Architectural work for modeling and simulation combining the NATO Architecture Framework and C3 Taxonomy

To provide modeling and simulation functionality as services is strategically leveraged in the defense domain and elsewhere. To describe and understand the context, the ecosystem, wherein such services are used and interoperate with other services and capabilities, one needs tools that capture the simulation services themselves as well as the capability landscape they operate in. By using the NATO Consultation, Command, and Control (C3) Taxonomy to structure architecture design in the NATO Architecture Framework (NAF), cohesive descriptions of modeling and simulation capabilities within larger contexts can be given. We show how a basic seven-step approach may benefit architecture work for modeling and simulation at the overarching, reference, and target architectural levels; in particular for (1) hybrid architectures that embed simulation architectures within a larger service-oriented architecture and (2) for architectural design of simulation scenarios.

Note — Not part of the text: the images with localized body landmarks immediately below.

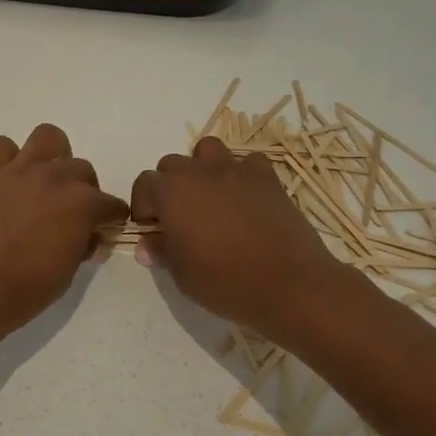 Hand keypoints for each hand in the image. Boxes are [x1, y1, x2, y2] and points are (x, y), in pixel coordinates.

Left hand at [0, 124, 128, 336]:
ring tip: (41, 183)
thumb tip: (88, 237)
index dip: (109, 220)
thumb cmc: (24, 290)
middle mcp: (55, 177)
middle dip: (82, 189)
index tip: (100, 232)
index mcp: (82, 204)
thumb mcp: (68, 273)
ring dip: (51, 158)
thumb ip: (82, 245)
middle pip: (82, 169)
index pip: (112, 205)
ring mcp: (19, 170)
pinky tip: (5, 183)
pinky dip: (7, 159)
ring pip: (48, 137)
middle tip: (68, 213)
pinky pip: (2, 146)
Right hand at [130, 136, 364, 339]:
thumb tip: (146, 246)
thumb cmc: (227, 282)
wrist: (292, 285)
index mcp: (171, 192)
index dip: (143, 207)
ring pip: (208, 150)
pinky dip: (242, 174)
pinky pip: (248, 162)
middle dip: (169, 186)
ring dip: (202, 168)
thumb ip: (161, 253)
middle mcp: (199, 172)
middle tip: (180, 218)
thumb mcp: (182, 275)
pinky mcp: (267, 177)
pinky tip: (245, 198)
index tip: (153, 231)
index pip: (143, 184)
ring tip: (210, 198)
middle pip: (172, 164)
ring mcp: (236, 170)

Central to the approach is the use of the C3 Taxonomy as a repository for overarching architecture building blocks and patterns. We conclude that the promotion of technical functionality as capabilities in their own right helps delineate simulation environment boundaries, helps delineate services within and outside the boundary, and is an enabler for defining the service concepts in cloud-based approaches to modeling and simulation as a service (MSaaS).